» EXERCISE DESCRIPTION: Would you repeat the entries below word for word and omit the pictures?
### DATASET
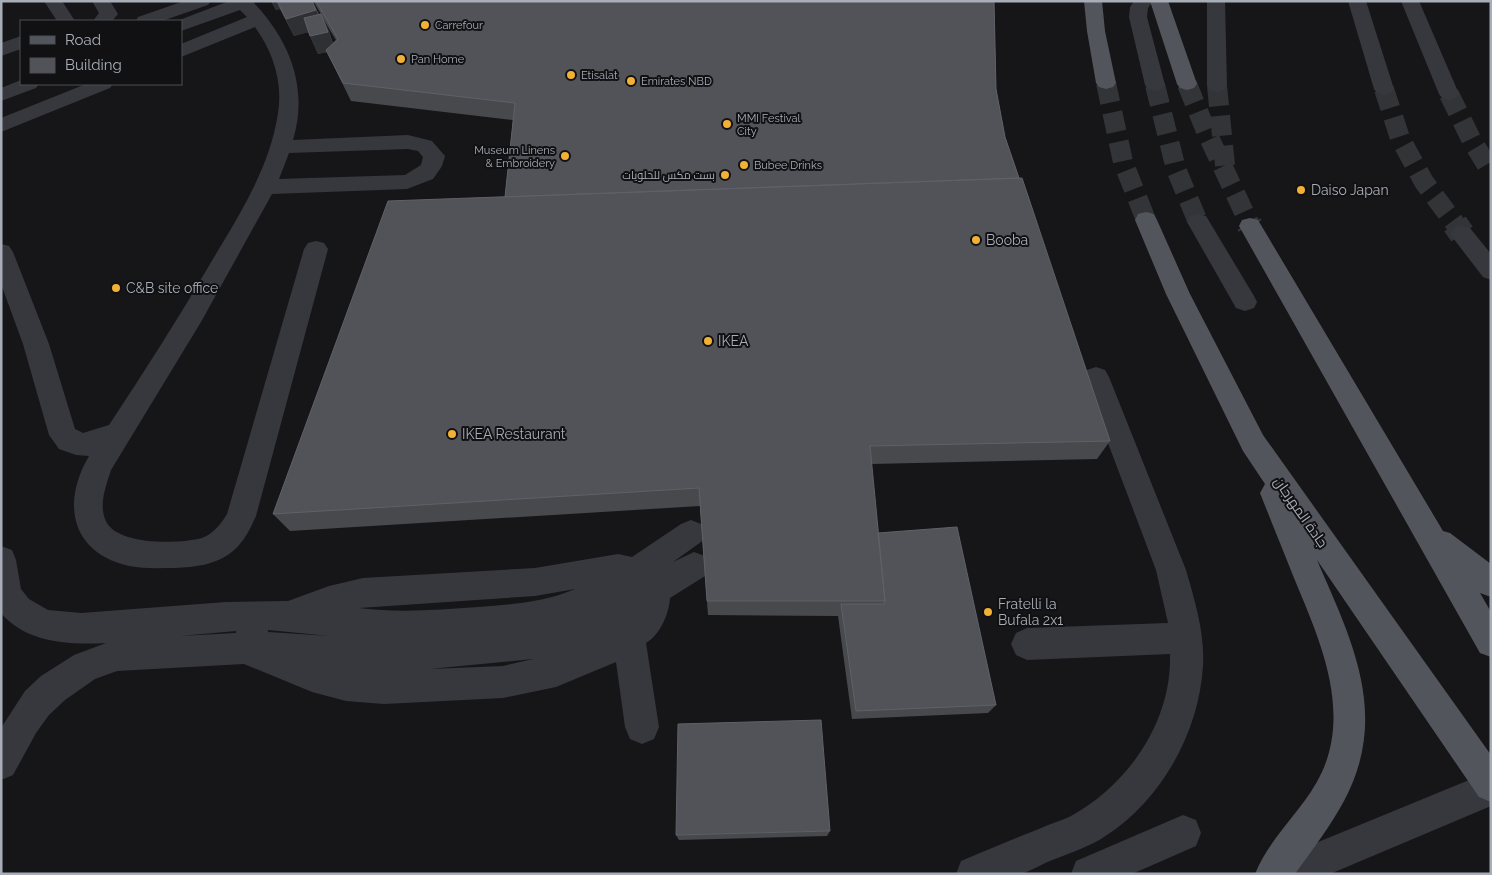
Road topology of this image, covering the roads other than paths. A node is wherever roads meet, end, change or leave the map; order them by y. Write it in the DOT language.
graph roads {
  1 [pos="53,1"];
  2 [pos="102,1"];
  3 [pos="202,1"];
  4 [pos="1093,1"];
  5 [pos="1144,1"];
  6 [pos="1159,1"];
  7 [pos="1216,1"];
  8 [pos="1357,1"];
  9 [pos="1410,1"];
  10 [pos="248,6"];
  11 [pos="170,7"];
  12 [pos="65,20"];
  13 [pos="103,20"];
  14 [pos="147,20"];
  15 [pos="182,26"];
  16 [pos="20,42"];
  17 [pos="1,50"];
  18 [pos="182,50"];
  19 [pos="20,68"];
  20 [pos="1,75"];
  21 [pos="1106,83"];
  22 [pos="1187,84"];
  23 [pos="26,85"];
  24 [pos="1155,85"];
  25 [pos="93,86"];
  26 [pos="1217,86"];
  27 [pos="1384,89"];
  28 [pos="1449,94"];
  29 [pos="1,95"];
  30 [pos="1,126"];
  31 [pos="280,147"];
  32 [pos="264,187"];
  33 [pos="1146,220"];
  34 [pos="1198,222"];
  35 [pos="1250,226"];
  36 [pos="1462,234"];
  37 [pos="316,249"];
  38 [pos="1,252"];
  39 [pos="1491,271"];
  40 [pos="1245,302"];
  41 [pos="1096,378"];
  42 [pos="120,433"];
  43 [pos="1254,443"];
  44 [pos="691,533"];
  45 [pos="1428,534"];
  46 [pos="1,560"];
  47 [pos="694,566"];
  48 [pos="1491,583"];
  49 [pos="624,609"];
  50 [pos="273,616"];
  51 [pos="1186,638"];
  52 [pos="1491,642"];
  53 [pos="1027,644"];
  54 [pos="248,648"];
  55 [pos="642,727"];
  56 [pos="1,762"];
  57 [pos="1491,787"];
  58 [pos="1183,833"];
  59 [pos="974,874"];
  60 [pos="1089,874"];
  61 [pos="1272,874"];
  62 [pos="1285,874"];
  1 -- 12 [label="street"];
  2 -- 13 [label="street"];
  3 -- 11 [label="street"];
  4 -- 21 [label="main road"];
  5 -- 24 [label="street"];
  6 -- 22 [label="main road"];
  7 -- 26 [label="street"];
  8 -- 27 [label="street"];
  9 -- 28 [label="street"];
  10 -- 15 [label="street"];
  10 -- 18 [label="street"];
  10 -- 31 [label="street"];
  11 -- 14 [label="street"];
  16 -- 17 [label="street"];
  19 -- 20 [label="street"];
  23 -- 29 [label="street"];
  25 -- 30 [label="street"];
  31 -- 32 [label="street"];
  31 -- 32 [label="street"];
  32 -- 42 [label="street"];
  33 -- 43 [label="main road, جادة المهرجان"];
  34 -- 40 [label="street"];
  35 -- 45 [label="main road"];
  36 -- 39 [label="street"];
  37 -- 42 [label="street"];
  38 -- 42 [label="street"];
  41 -- 51 [label="street"];
  43 -- 57 [label="main road, جادة المهرجان"];
  43 -- 61 [label="main road"];
  44 -- 49 [label="street"];
  45 -- 48 [label="main road"];
  45 -- 52 [label="main road"];
  46 -- 50 [label="street"];
  47 -- 49 [label="street"];
  49 -- 50 [label="street"];
  49 -- 50 [label="street"];
  49 -- 54 [label="street"];
  49 -- 55 [label="street"];
  50 -- 54 [label="street"];
  51 -- 53 [label="street"];
  51 -- 59 [label="street"];
  54 -- 56 [label="street"];
  57 -- 62 [label="street"];
  58 -- 60 [label="street"];
}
######
» SOLUTION:
Road topology of this image, covering the roads other than paths. A node is wherever roads meet, end, change or leave the map; order them by y. Write it in the DOT language.
graph roads {
  1 [pos="53,1"];
  2 [pos="102,1"];
  3 [pos="202,1"];
  4 [pos="1093,1"];
  5 [pos="1144,1"];
  6 [pos="1159,1"];
  7 [pos="1216,1"];
  8 [pos="1357,1"];
  9 [pos="1410,1"];
  10 [pos="248,6"];
  11 [pos="170,7"];
  12 [pos="65,20"];
  13 [pos="103,20"];
  14 [pos="147,20"];
  15 [pos="182,26"];
  16 [pos="20,42"];
  17 [pos="1,50"];
  18 [pos="182,50"];
  19 [pos="20,68"];
  20 [pos="1,75"];
  21 [pos="1106,83"];
  22 [pos="1187,84"];
  23 [pos="26,85"];
  24 [pos="1155,85"];
  25 [pos="93,86"];
  26 [pos="1217,86"];
  27 [pos="1384,89"];
  28 [pos="1449,94"];
  29 [pos="1,95"];
  30 [pos="1,126"];
  31 [pos="280,147"];
  32 [pos="264,187"];
  33 [pos="1146,220"];
  34 [pos="1198,222"];
  35 [pos="1250,226"];
  36 [pos="1462,234"];
  37 [pos="316,249"];
  38 [pos="1,252"];
  39 [pos="1491,271"];
  40 [pos="1245,302"];
  41 [pos="1096,378"];
  42 [pos="120,433"];
  43 [pos="1254,443"];
  44 [pos="691,533"];
  45 [pos="1428,534"];
  46 [pos="1,560"];
  47 [pos="694,566"];
  48 [pos="1491,583"];
  49 [pos="624,609"];
  50 [pos="273,616"];
  51 [pos="1186,638"];
  52 [pos="1491,642"];
  53 [pos="1027,644"];
  54 [pos="248,648"];
  55 [pos="642,727"];
  56 [pos="1,762"];
  57 [pos="1491,787"];
  58 [pos="1183,833"];
  59 [pos="974,874"];
  60 [pos="1089,874"];
  61 [pos="1272,874"];
  62 [pos="1285,874"];
  1 -- 12 [label="street"];
  2 -- 13 [label="street"];
  3 -- 11 [label="street"];
  4 -- 21 [label="main road"];
  5 -- 24 [label="street"];
  6 -- 22 [label="main road"];
  7 -- 26 [label="street"];
  8 -- 27 [label="street"];
  9 -- 28 [label="street"];
  10 -- 15 [label="street"];
  10 -- 18 [label="street"];
  10 -- 31 [label="street"];
  11 -- 14 [label="street"];
  16 -- 17 [label="street"];
  19 -- 20 [label="street"];
  23 -- 29 [label="street"];
  25 -- 30 [label="street"];
  31 -- 32 [label="street"];
  31 -- 32 [label="street"];
  32 -- 42 [label="street"];
  33 -- 43 [label="main road, جادة المهرجان"];
  34 -- 40 [label="street"];
  35 -- 45 [label="main road"];
  36 -- 39 [label="street"];
  37 -- 42 [label="street"];
  38 -- 42 [label="street"];
  41 -- 51 [label="street"];
  43 -- 57 [label="main road, جادة المهرجان"];
  43 -- 61 [label="main road"];
  44 -- 49 [label="street"];
  45 -- 48 [label="main road"];
  45 -- 52 [label="main road"];
  46 -- 50 [label="street"];
  47 -- 49 [label="street"];
  49 -- 50 [label="street"];
  49 -- 50 [label="street"];
  49 -- 54 [label="street"];
  49 -- 55 [label="street"];
  50 -- 54 [label="street"];
  51 -- 53 [label="street"];
  51 -- 59 [label="street"];
  54 -- 56 [label="street"];
  57 -- 62 [label="street"];
  58 -- 60 [label="street"];
}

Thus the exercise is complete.